BEGIN MATERIAL SUPPLIED

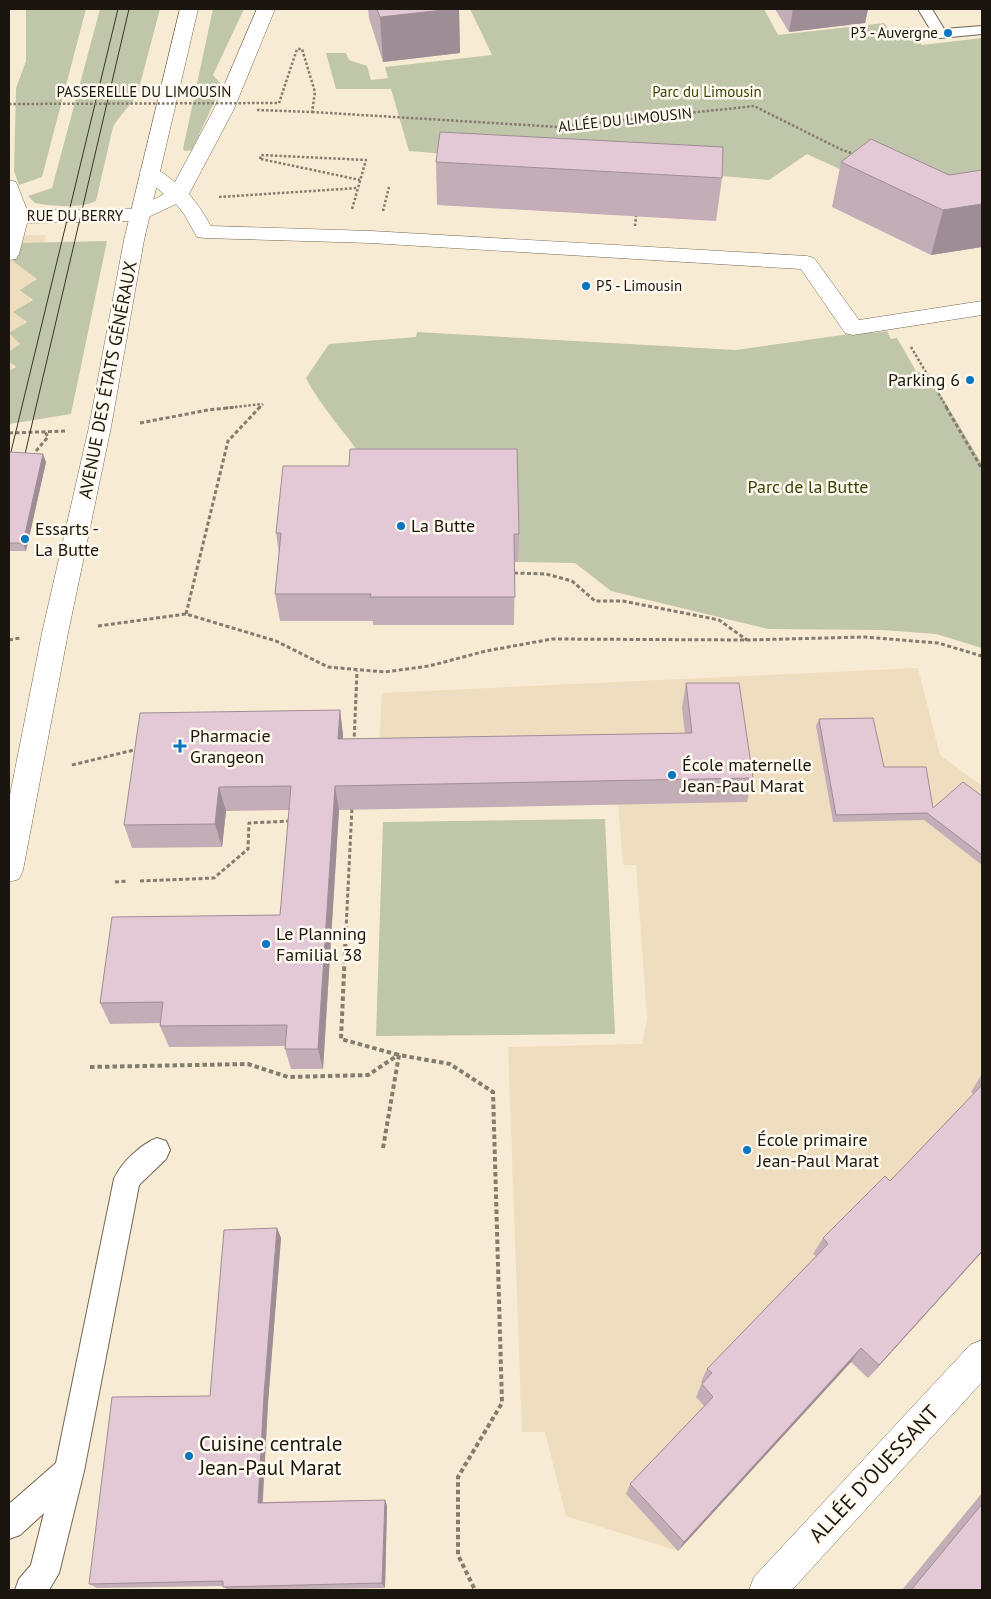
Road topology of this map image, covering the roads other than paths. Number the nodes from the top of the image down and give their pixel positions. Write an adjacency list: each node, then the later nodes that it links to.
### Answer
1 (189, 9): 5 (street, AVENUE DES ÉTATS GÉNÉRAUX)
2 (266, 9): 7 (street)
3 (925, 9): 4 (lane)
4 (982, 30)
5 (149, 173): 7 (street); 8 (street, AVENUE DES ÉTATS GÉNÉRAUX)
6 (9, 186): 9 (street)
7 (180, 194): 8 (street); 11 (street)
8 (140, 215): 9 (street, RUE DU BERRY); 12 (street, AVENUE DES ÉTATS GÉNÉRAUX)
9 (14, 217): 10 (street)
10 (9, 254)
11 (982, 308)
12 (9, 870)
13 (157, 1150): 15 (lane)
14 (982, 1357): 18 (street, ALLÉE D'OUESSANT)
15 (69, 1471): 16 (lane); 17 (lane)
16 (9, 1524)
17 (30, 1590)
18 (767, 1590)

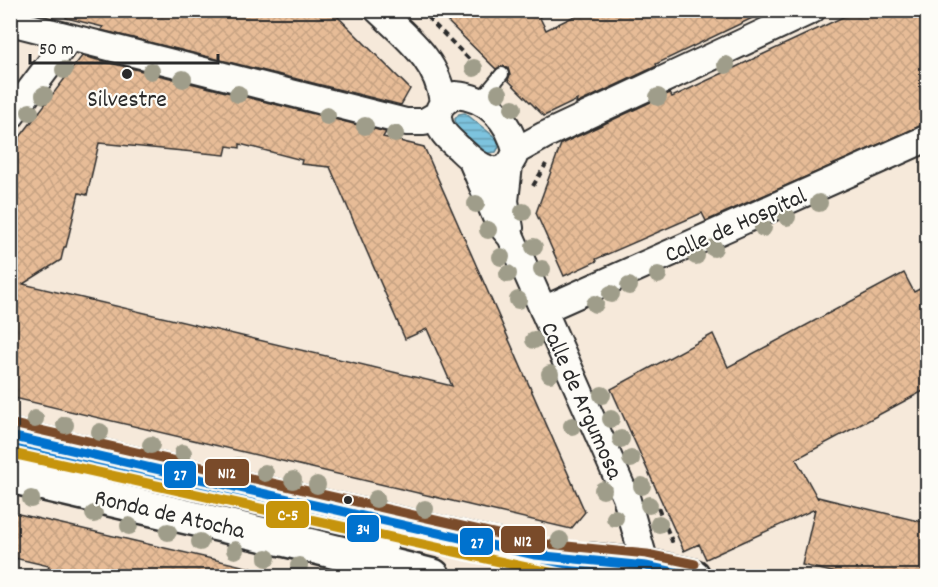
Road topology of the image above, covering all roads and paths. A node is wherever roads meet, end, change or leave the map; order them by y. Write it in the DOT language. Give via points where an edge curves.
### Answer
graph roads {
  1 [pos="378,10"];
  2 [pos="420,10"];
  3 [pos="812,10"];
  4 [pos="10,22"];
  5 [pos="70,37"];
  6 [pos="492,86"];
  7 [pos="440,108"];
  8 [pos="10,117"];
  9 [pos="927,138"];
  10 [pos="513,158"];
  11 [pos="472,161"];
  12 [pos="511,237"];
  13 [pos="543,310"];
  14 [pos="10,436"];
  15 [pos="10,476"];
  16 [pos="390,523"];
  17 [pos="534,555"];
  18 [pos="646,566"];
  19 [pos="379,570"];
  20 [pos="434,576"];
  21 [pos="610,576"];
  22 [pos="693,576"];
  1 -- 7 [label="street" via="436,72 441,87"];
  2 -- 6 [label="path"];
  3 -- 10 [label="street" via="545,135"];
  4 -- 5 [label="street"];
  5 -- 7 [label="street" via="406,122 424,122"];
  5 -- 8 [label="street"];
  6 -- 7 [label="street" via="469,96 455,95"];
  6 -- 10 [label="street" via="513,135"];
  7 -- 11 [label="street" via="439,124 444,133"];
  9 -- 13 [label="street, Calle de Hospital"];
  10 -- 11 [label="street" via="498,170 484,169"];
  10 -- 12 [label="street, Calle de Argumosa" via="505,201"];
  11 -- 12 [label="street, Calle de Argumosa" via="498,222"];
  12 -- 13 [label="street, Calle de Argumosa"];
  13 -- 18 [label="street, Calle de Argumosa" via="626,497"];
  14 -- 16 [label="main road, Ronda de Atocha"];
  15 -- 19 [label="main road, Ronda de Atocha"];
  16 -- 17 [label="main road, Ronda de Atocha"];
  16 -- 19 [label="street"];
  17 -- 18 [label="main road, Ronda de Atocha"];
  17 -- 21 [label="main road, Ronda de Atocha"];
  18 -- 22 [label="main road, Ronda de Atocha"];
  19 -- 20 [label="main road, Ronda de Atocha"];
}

END MATERIAL SUPPLIED

**EXERCISE INSTRUCTIONS**
The data must be reproduced exactly, and no picture may appear in the copy.

**OUTPUT FOR THIS EXERCISE**
Road topology of this map image, covering the roads other than paths. Number the nodes from the top of the image down and give their pixel positions. Write an adjacency list: each node, then the later nodes that it links to.
### Answer
1 (189, 9): 5 (street, AVENUE DES ÉTATS GÉNÉRAUX)
2 (266, 9): 7 (street)
3 (925, 9): 4 (lane)
4 (982, 30)
5 (149, 173): 7 (street); 8 (street, AVENUE DES ÉTATS GÉNÉRAUX)
6 (9, 186): 9 (street)
7 (180, 194): 8 (street); 11 (street)
8 (140, 215): 9 (street, RUE DU BERRY); 12 (street, AVENUE DES ÉTATS GÉNÉRAUX)
9 (14, 217): 10 (street)
10 (9, 254)
11 (982, 308)
12 (9, 870)
13 (157, 1150): 15 (lane)
14 (982, 1357): 18 (street, ALLÉE D'OUESSANT)
15 (69, 1471): 16 (lane); 17 (lane)
16 (9, 1524)
17 (30, 1590)
18 (767, 1590)

Road topology of the image above, covering all roads and paths. A node is wherever roads meet, end, change or leave the map; order them by y. Write it in the DOT language. Give via points where an edge curves.
### Answer
graph roads {
  1 [pos="378,10"];
  2 [pos="420,10"];
  3 [pos="812,10"];
  4 [pos="10,22"];
  5 [pos="70,37"];
  6 [pos="492,86"];
  7 [pos="440,108"];
  8 [pos="10,117"];
  9 [pos="927,138"];
  10 [pos="513,158"];
  11 [pos="472,161"];
  12 [pos="511,237"];
  13 [pos="543,310"];
  14 [pos="10,436"];
  15 [pos="10,476"];
  16 [pos="390,523"];
  17 [pos="534,555"];
  18 [pos="646,566"];
  19 [pos="379,570"];
  20 [pos="434,576"];
  21 [pos="610,576"];
  22 [pos="693,576"];
  1 -- 7 [label="street" via="436,72 441,87"];
  2 -- 6 [label="path"];
  3 -- 10 [label="street" via="545,135"];
  4 -- 5 [label="street"];
  5 -- 7 [label="street" via="406,122 424,122"];
  5 -- 8 [label="street"];
  6 -- 7 [label="street" via="469,96 455,95"];
  6 -- 10 [label="street" via="513,135"];
  7 -- 11 [label="street" via="439,124 444,133"];
  9 -- 13 [label="street, Calle de Hospital"];
  10 -- 11 [label="street" via="498,170 484,169"];
  10 -- 12 [label="street, Calle de Argumosa" via="505,201"];
  11 -- 12 [label="street, Calle de Argumosa" via="498,222"];
  12 -- 13 [label="street, Calle de Argumosa"];
  13 -- 18 [label="street, Calle de Argumosa" via="626,497"];
  14 -- 16 [label="main road, Ronda de Atocha"];
  15 -- 19 [label="main road, Ronda de Atocha"];
  16 -- 17 [label="main road, Ronda de Atocha"];
  16 -- 19 [label="street"];
  17 -- 18 [label="main road, Ronda de Atocha"];
  17 -- 21 [label="main road, Ronda de Atocha"];
  18 -- 22 [label="main road, Ronda de Atocha"];
  19 -- 20 [label="main road, Ronda de Atocha"];
}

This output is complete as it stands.